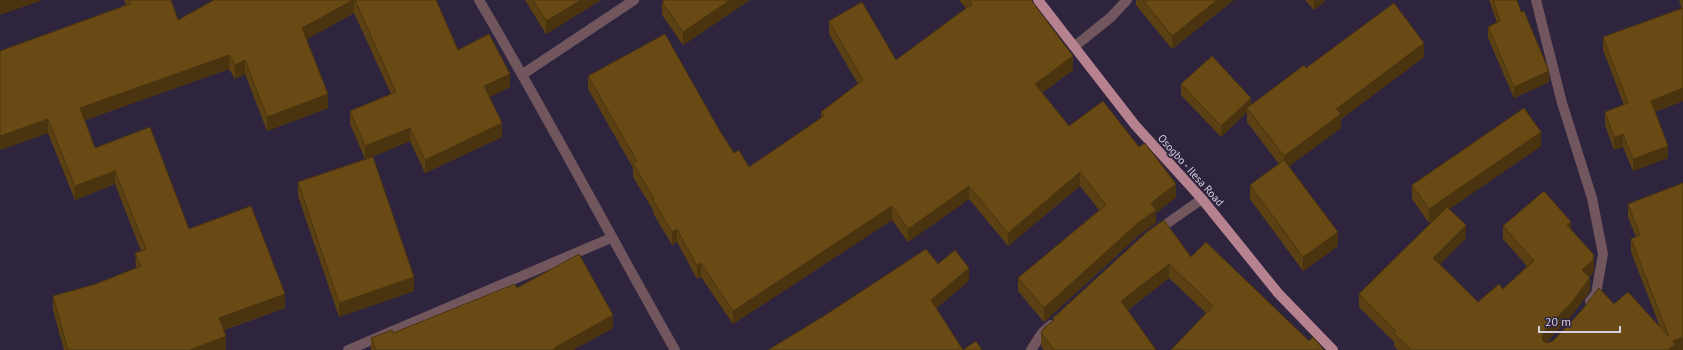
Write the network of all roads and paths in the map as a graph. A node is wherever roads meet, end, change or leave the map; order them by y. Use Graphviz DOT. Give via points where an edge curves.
graph roads {
  1 [pos="480,0"];
  2 [pos="634,0"];
  3 [pos="1038,0"];
  4 [pos="1126,0"];
  5 [pos="1536,0"];
  6 [pos="1075,46"];
  7 [pos="523,74"];
  8 [pos="1202,199"];
  9 [pos="611,238"];
  10 [pos="1143,240"];
  11 [pos="1586,306"];
  12 [pos="1059,317"];
  13 [pos="348,350"];
  14 [pos="675,350"];
  15 [pos="1031,350"];
  16 [pos="1332,350"];
  1 -- 7 [label="street"];
  2 -- 7 [label="street"];
  3 -- 6 [label="main road, Osogbo - Ilesa Road"];
  4 -- 6 [label="street" via="1110,18"];
  5 -- 11 [label="street" via="1562,103 1592,198 1603,254 1596,294"];
  6 -- 8 [label="main road, Osogbo - Ilesa Road" via="1135,125"];
  7 -- 9 [label="street"];
  8 -- 10 [label="street"];
  8 -- 16 [label="main road, Osogbo - Ilesa Road" via="1278,293"];
  9 -- 13 [label="street"];
  9 -- 14 [label="street"];
  12 -- 15 [label="street" via="1042,333"];
}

→ What you will do: Every entry should be returned exactly as written, minus the pictures.

→ Written answer:
Write the network of all roads and paths in the map as a graph. A node is wherever roads meet, end, change or leave the map; order them by y. Use Graphviz DOT. Give via points where an edge curves.
graph roads {
  1 [pos="480,0"];
  2 [pos="634,0"];
  3 [pos="1038,0"];
  4 [pos="1126,0"];
  5 [pos="1536,0"];
  6 [pos="1075,46"];
  7 [pos="523,74"];
  8 [pos="1202,199"];
  9 [pos="611,238"];
  10 [pos="1143,240"];
  11 [pos="1586,306"];
  12 [pos="1059,317"];
  13 [pos="348,350"];
  14 [pos="675,350"];
  15 [pos="1031,350"];
  16 [pos="1332,350"];
  1 -- 7 [label="street"];
  2 -- 7 [label="street"];
  3 -- 6 [label="main road, Osogbo - Ilesa Road"];
  4 -- 6 [label="street" via="1110,18"];
  5 -- 11 [label="street" via="1562,103 1592,198 1603,254 1596,294"];
  6 -- 8 [label="main road, Osogbo - Ilesa Road" via="1135,125"];
  7 -- 9 [label="street"];
  8 -- 10 [label="street"];
  8 -- 16 [label="main road, Osogbo - Ilesa Road" via="1278,293"];
  9 -- 13 [label="street"];
  9 -- 14 [label="street"];
  12 -- 15 [label="street" via="1042,333"];
}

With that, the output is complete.